Saturday, 12 November 2016

It is good to talk: conversation in practice

world cafe stroke


The first patient-clinician interview is the chance to start a beautiful partnership, says Billy Mann


Health professionals fret far more than you might ever imagine about how they interact with patients. Many even struggle with the word patient. Other terms for the person being treated are ‘client’ and ‘service user’. They temptation to reach for the word ‘customer’ is never far away. 

Hold that thought while I tell you about a group I attended recently to work through the foundations of what will hopefully turn into a World Café around the subject of stroke. Briefly, the idea is to build the notion of a ‘conversation’ into the clinician/patient meeting point. Those present at the meeting, brought together by Tess Baird from Barts Health, all came from the health professions or from academia. Plus me, with my A-level in Geology and a diploma in stroke survival. 

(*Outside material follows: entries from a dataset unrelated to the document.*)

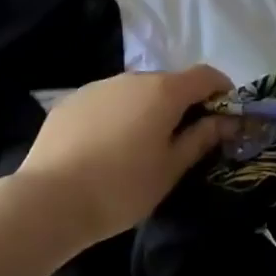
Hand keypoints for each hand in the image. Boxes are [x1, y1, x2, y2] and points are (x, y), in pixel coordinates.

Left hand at [13, 66, 234, 245]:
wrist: (48, 200)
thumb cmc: (121, 187)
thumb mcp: (170, 169)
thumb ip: (201, 138)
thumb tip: (227, 121)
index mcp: (163, 91)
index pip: (206, 75)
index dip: (222, 91)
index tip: (226, 116)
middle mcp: (133, 78)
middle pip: (170, 83)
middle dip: (184, 104)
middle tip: (185, 140)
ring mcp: (99, 86)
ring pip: (136, 92)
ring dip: (148, 110)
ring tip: (141, 148)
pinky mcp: (72, 100)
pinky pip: (108, 101)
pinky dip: (118, 116)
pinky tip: (106, 149)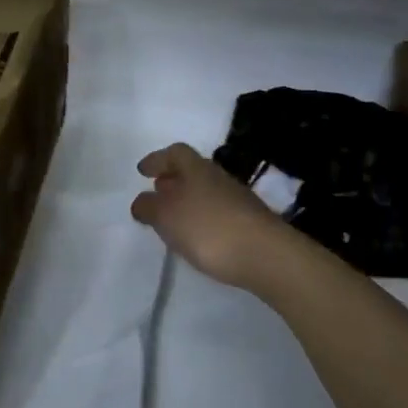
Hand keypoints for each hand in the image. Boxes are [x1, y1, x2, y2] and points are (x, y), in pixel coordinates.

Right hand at [130, 143, 291, 292]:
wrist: (265, 255)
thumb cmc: (208, 228)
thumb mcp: (167, 217)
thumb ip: (149, 207)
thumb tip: (142, 201)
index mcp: (197, 168)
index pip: (175, 153)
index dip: (157, 160)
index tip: (143, 171)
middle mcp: (218, 177)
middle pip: (192, 171)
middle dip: (172, 180)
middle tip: (157, 192)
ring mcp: (237, 199)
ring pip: (206, 192)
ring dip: (188, 201)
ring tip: (173, 219)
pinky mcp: (249, 222)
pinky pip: (217, 212)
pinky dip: (202, 218)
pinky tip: (198, 237)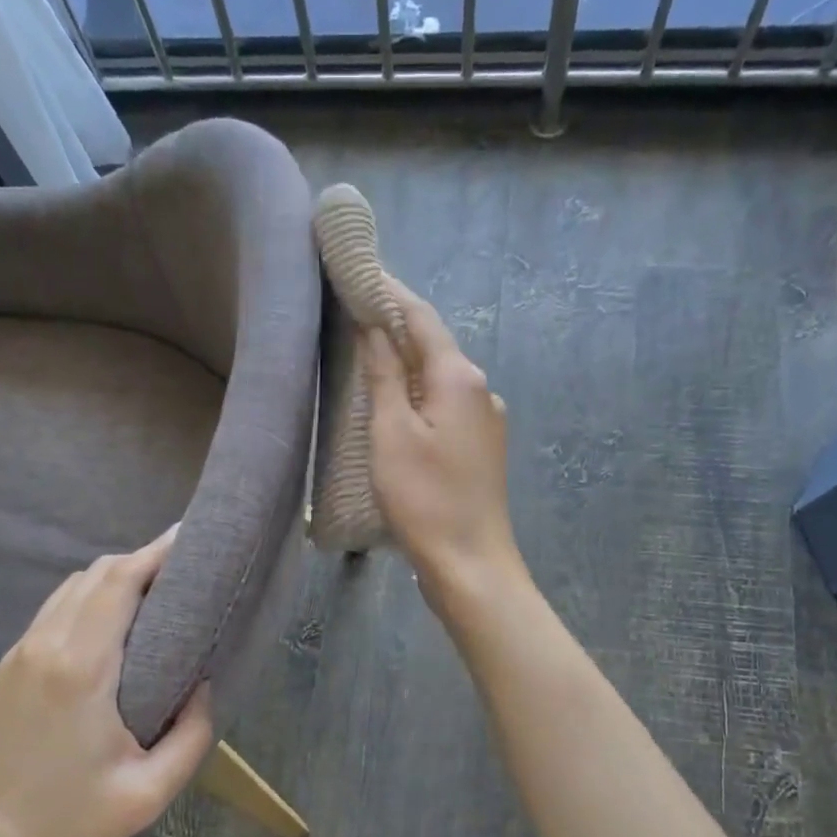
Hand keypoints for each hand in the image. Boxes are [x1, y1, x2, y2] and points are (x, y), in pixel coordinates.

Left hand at [0, 527, 213, 836]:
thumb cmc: (68, 822)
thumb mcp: (148, 794)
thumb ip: (192, 735)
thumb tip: (205, 687)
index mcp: (81, 667)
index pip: (120, 582)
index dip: (156, 552)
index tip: (189, 537)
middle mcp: (46, 645)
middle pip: (96, 574)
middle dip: (141, 560)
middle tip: (183, 568)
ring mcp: (19, 653)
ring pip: (71, 588)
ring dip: (113, 578)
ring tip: (154, 590)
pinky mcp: (6, 668)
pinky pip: (54, 611)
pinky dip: (88, 598)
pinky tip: (111, 620)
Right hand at [360, 279, 523, 607]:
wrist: (471, 563)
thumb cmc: (425, 498)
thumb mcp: (391, 433)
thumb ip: (384, 375)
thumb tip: (374, 326)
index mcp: (459, 377)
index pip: (420, 316)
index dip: (388, 292)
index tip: (356, 272)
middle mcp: (479, 388)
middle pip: (432, 344)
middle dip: (394, 324)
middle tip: (351, 308)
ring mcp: (485, 420)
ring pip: (438, 376)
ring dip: (404, 360)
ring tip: (364, 352)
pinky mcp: (481, 447)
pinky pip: (444, 404)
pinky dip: (417, 393)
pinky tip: (394, 403)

So it goes without saying that my input was purely anecdotal. I told them all how, during stroke rehab, I stupidly urged an OT to coach me in getting in and out of the bath, only then to get stuck in the bath, robbed, as the stroke had left me, of the upper-body strength to lift myself into a bath-exiting position. I told other hilarious stroke stories, too, and watched as they all glazed over, but my one serious point concerned what I called the ‘partnership’ a patient needs to form with the health professionals charged with their care. 

I decided early in the exploration of my post-stroke world to ‘get people onside’. OK, confession, my wife told me to do it, in fairly blunt and unambiguous terms. But it worked, or at least it did for me. I talked in a friendly way to all professionals. I listened to their gripes. I learned that my physio was studying for a masters degree. I gossiped for Britain and passed on advice for vegetarians travelling in Italy. All of this seemed to bind our common purpose in a more meaningful and, yes, fun way. My wife now refers to me as a 'people person'.

I continued this crazy experiment once I had been discharged from hospital. First on the list for my newfound charm offensive was my GP. I learned about his family, about his specialist areas of medicine and tried to get him to bitch about bureaucracy and the tedium of top-down meddling in the nhs. He didn't crack, maintaining a steely resolve throughout. No confidential or compromising disclosures took place, but the very act of talking made, and continues to make, a difference to how we ‘work together’. 


world cafe stroke quote

Others in the group made serious points, too. Physiotherapist Volkmar Müller talked about the everyday realities of the physio’s job and how ‘had nice a chat with X’ would not be considered by his line manager as a suitable entry on that day's list of ‘work completed’. Stefan Cantore, a seasoned egghead in organisational behaviour at Southampton University, fleshed out the World Café philosophy and its potential. He also helpfully (for me) clarified the difference between conversation and dialogue

The small room in Mile End hospital fizzed with the desire to find practical routes towards better communication, but one theme emerged persistently: TRUST. Build trust. Professionals to trust patients; patients to trust professionals. It’s a two-way thing and demands active participation and a big old willingness to give it a go. And this is where we come back to THE CONVERSATION. 



Just for a laugh, I decided to do a quick search of synonyms for the word ‘conversation’. Top prizes go to: tête-à-tête, heart-to-heart, breaking bread, head-to-head, shoot the breeze, natter, confab, chit-chat, rabbit. In my head it's already starting to sound like two lines in a rap song, but whatever you want to call it, just get on with doing it, and at some point in the future maybe we will be able to state with confidence that to Talk The Talk and to Walk The Walk are exactly the same thing.